NEAT certification vs NASM - is it respected enough to build a client base on?
I'm considering the NEAT (Nutrition and Exercise Assessment Training) certification as my entry point into fitness. I'm coming from a completely different industry and have about $800 to invest in credentials. I've been training consistently for 4 years and have a solid practical foundation, but I don't have any formal credentials yet.
My concern is that NEAT isn't one of the big names like NASM or ACE, and I'm not sure gyms and clients will recognize it. I've seen job postings that specifically list NASM, NSCA, or ACE as preferred credentials but haven't seen NEAT mentioned by name. That said, the NEAT curriculum covers nutrition assessment alongside fitness programming which appeals to me since I want to offer an integrated approach rather than just exercise.
The exam looks manageable from what I've read - about 120 questions, 2.5 hour time limit, 70% passing score. Study timeline seems to be around 8-12 weeks if you go in with prior fitness knowledge. I'm thinking 10 weeks at 60-75 minutes a day should work given my background.
Has anyone built a client base with NEAT as their primary credential, or did most of you combine it with something more recognized? I'm trying to decide whether to just go straight to NASM and skip the intermediate step entirely.
The 70% passing threshold is accurate and if you have 4 years of serious training under your belt you'll find the exercise science sections straightforward. The nutrition assessment parts are where most people without that background slow down - worth extra study time there during your prep.
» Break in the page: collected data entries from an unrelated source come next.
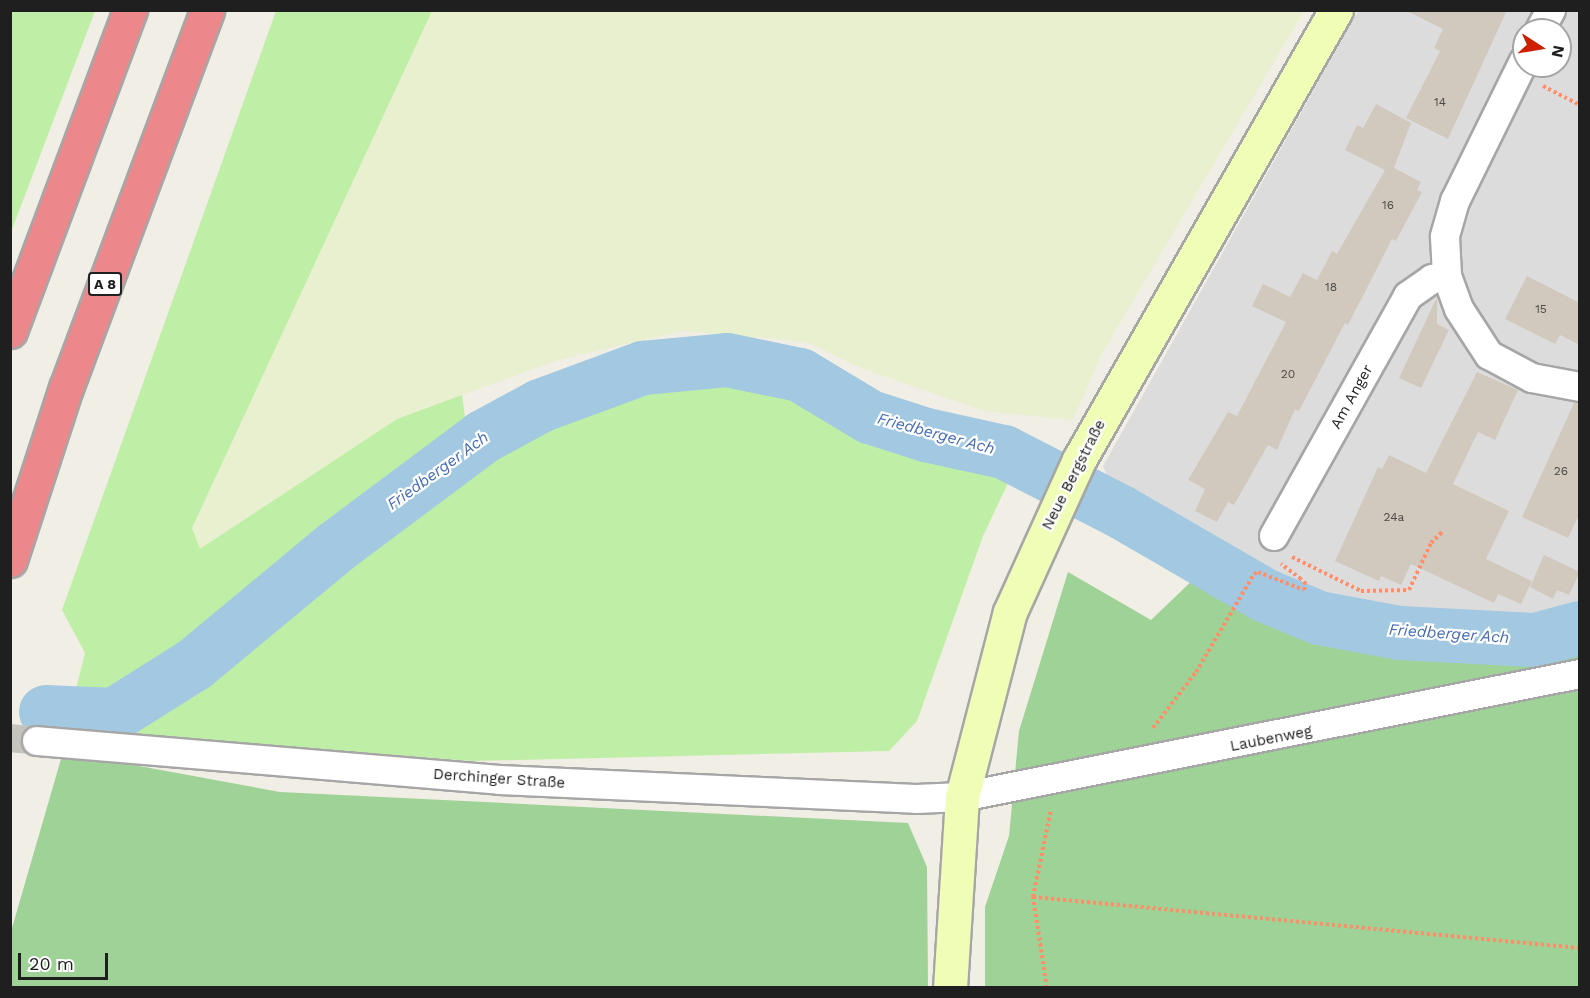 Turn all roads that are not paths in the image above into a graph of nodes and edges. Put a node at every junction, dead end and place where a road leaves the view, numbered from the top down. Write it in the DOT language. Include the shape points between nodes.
graph roads {
  1 [pos="130,10"];
  2 [pos="207,10"];
  3 [pos="1336,10"];
  4 [pos="1516,78"];
  5 [pos="1447,276"];
  6 [pos="10,331"];
  7 [pos="1580,387"];
  8 [pos="1272,541"];
  9 [pos="10,560"];
  10 [pos="1580,674"];
  11 [pos="37,741"];
  12 [pos="962,797"];
  13 [pos="950,987"];
  1 -- 6 [label="highway"];
  2 -- 9 [label="highway, A 8" via="66,388"];
  3 -- 12 [label="main road, Neue Bergstraße" via="1078,460 1010,612"];
  4 -- 5 [label="street" via="1455,201 1445,237"];
  5 -- 7 [label="street" via="1459,309 1489,355 1532,378"];
  5 -- 8 [label="street, Am Anger" via="1432,279 1408,296"];
  10 -- 12 [label="street, Laubenweg"];
  11 -- 12 [label="street, Derchinger Straße" via="500,780 916,799"];
  12 -- 13 [label="main road, Neue Bergstraße"];
}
Check what your liability insurance provider accepts before you commit. Some policies require credentials from a specific approved list and NEAT may or may not be on it. Find that out first because insurance is non-negotiable once you start training paying clients and you don't want to redo your certification.
I got NEAT before doing NASM and I'm glad I did - the nutrition integration piece gave me a real differentiator. I charge $15 more per session than trainers with only NASM because I market myself as covering food and exercise together. The credential isn't famous but the skills are genuine and clients respond to the positioning.
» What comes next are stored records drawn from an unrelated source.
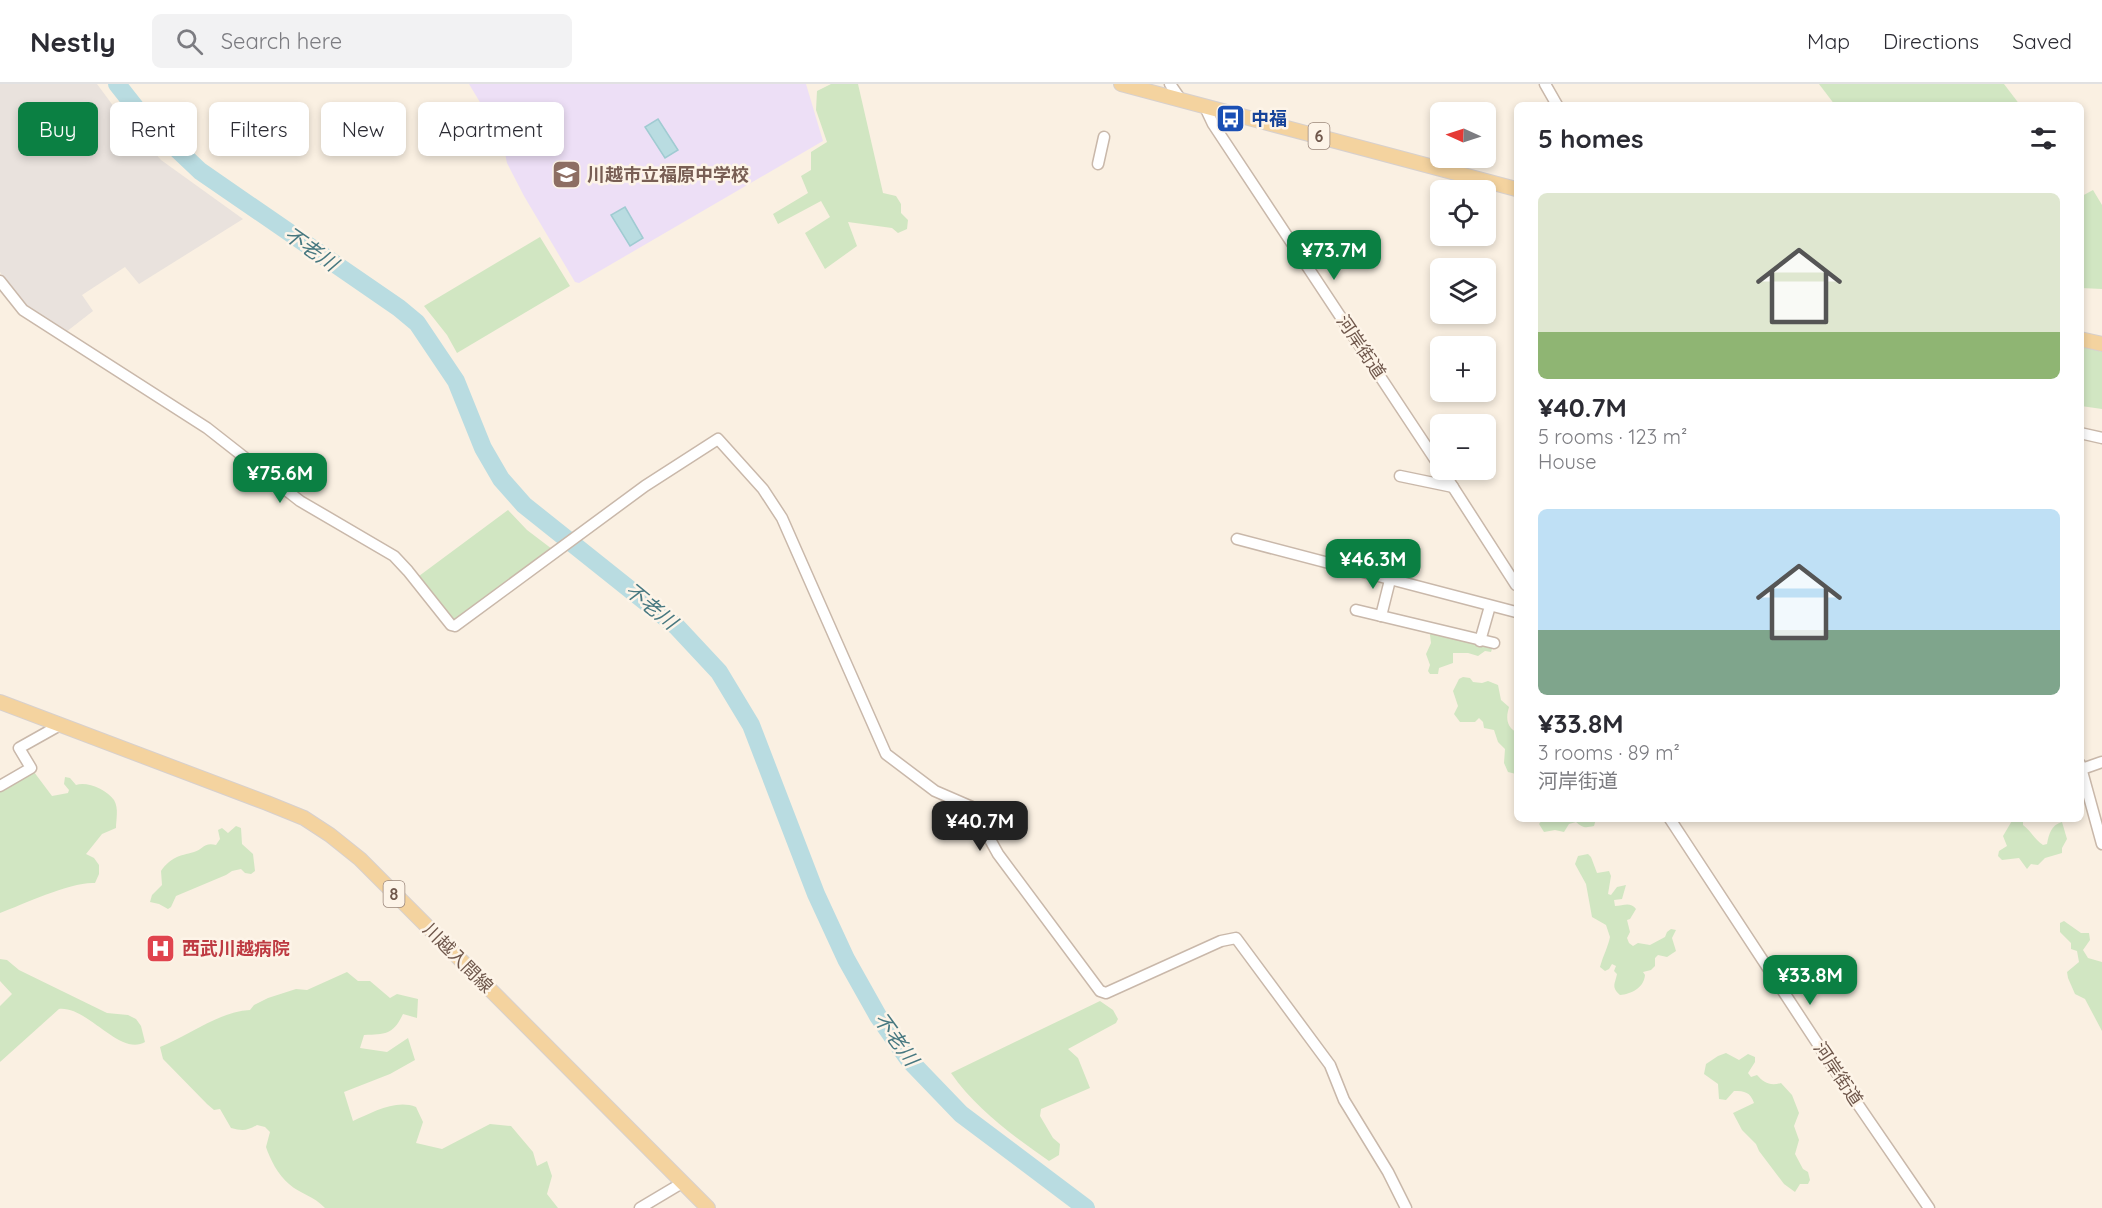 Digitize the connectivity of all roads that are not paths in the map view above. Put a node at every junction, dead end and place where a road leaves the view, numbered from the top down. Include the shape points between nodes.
1 (1121, 84) edge
2 (1170, 84) edge
3 (1545, 84) edge
4 (1181, 100) junction
5 (1555, 102) edge
6 (1205, 107) junction
7 (1104, 136) dead end
8 (1098, 164) dead end
9 (1514, 188) edge
10 (0, 280) edge
11 (2084, 340) edge
12 (2102, 344) edge
13 (2084, 434) edge
14 (2102, 438) edge
15 (1430, 451) edge
16 (1400, 476) dead end
17 (1449, 480) edge
18 (1453, 487) junction
19 (1237, 539) dead end
20 (1390, 580) junction
21 (1514, 582) edge
22 (1490, 606) junction
23 (1356, 610) dead end
24 (1514, 612) edge
25 (1381, 616) junction
26 (1480, 640) junction
27 (1494, 643) dead end
28 (0, 702) edge
29 (60, 725) junction
30 (2102, 762) edge
31 (2084, 765) edge
32 (2084, 777) edge
33 (0, 786) edge
34 (1672, 822) edge
35 (2102, 844) edge
36 (682, 1183) junction
37 (703, 1207) edge
38 (640, 1208) edge
39 (1406, 1208) edge
40 (1929, 1208) edge

1 - 4 main road, 6
2 - 4 street
3 - 5 street
4 - 6 main road, 6
6 - 9 main road, 6
6 - 15 street, 河岸街道
7 - 8 street
10 - 39 street via 23,310 207,428 300,501 394,556 455,626 645,486 718,439 763,489 782,518 886,754 935,791 972,807 1002,860 1100,991 1106,993 1221,941 1236,938 1330,1065 1344,1100
11 - 12 main road
13 - 14 street
16 - 18 street
17 - 18 street, 河岸街道
18 - 21 street, 河岸街道
19 - 20 street
20 - 22 street
20 - 25 street
22 - 24 street
22 - 26 street
23 - 25 street
25 - 26 street
26 - 27 street
28 - 29 main road, 川越入間線 / 8
29 - 33 street via 19,748 32,768
29 - 36 main road, 川越入間線 / 8 via 267,802 330,835 360,859
30 - 31 street
32 - 35 street
34 - 40 street, 河岸街道
36 - 37 main road, 川越入間線 / 8
36 - 38 street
Honestly for gym employment you'll want NASM or ACE - most commercial gyms have approved credential lists and NEAT probably isn't on them. If you want to work independently as a trainer, the specific credential matters much less because clients don't know the difference between acronyms. Your results and personality sell the service, not the letters.
I went through this exact decision about a year ago and honestly the biggest thing that helped me wasn't just drilling practice questions, it was really digging into free neat dietary guidelines nutrient intake material until I understood the reasoning behind each concept well enough to explain why the wrong answers were wrong. Once I could do that, the test felt way less intimidating because I wasn't just pattern-matching, I actually knew the stuff.
On the NEAT vs NASM question, it's respected enough to get started but I won't sugarcoat it, you'll probably need to educate some clients on what it is. That said, if you're coming in with 4 years of real training experience and you actually understand the material deeply rather than just memorizing answers, that competence shows in consultations and it's what actually builds a client base. The cert opens the door, you close it.
Honestly I almost bailed on NEAT three weeks in because the dietary guidelines section felt endless and I wasn't retaining anything. What actually saved me was grinding through free neat dietary guidelines nutrient intake practice questions until the concepts finally clicked. It's not glamorous prep but it works.
On your actual question -- NEAT is respected enough, especially for nutrition-adjacent coaching, but you'll probably need to pair it with a more recognized training cert down the line if you want corporate gym doors to open. That said, I built my first 8 clients purely word of mouth before anyone ever asked to see my credentials. Just get certified, start helping people, and the reputation question answers itself.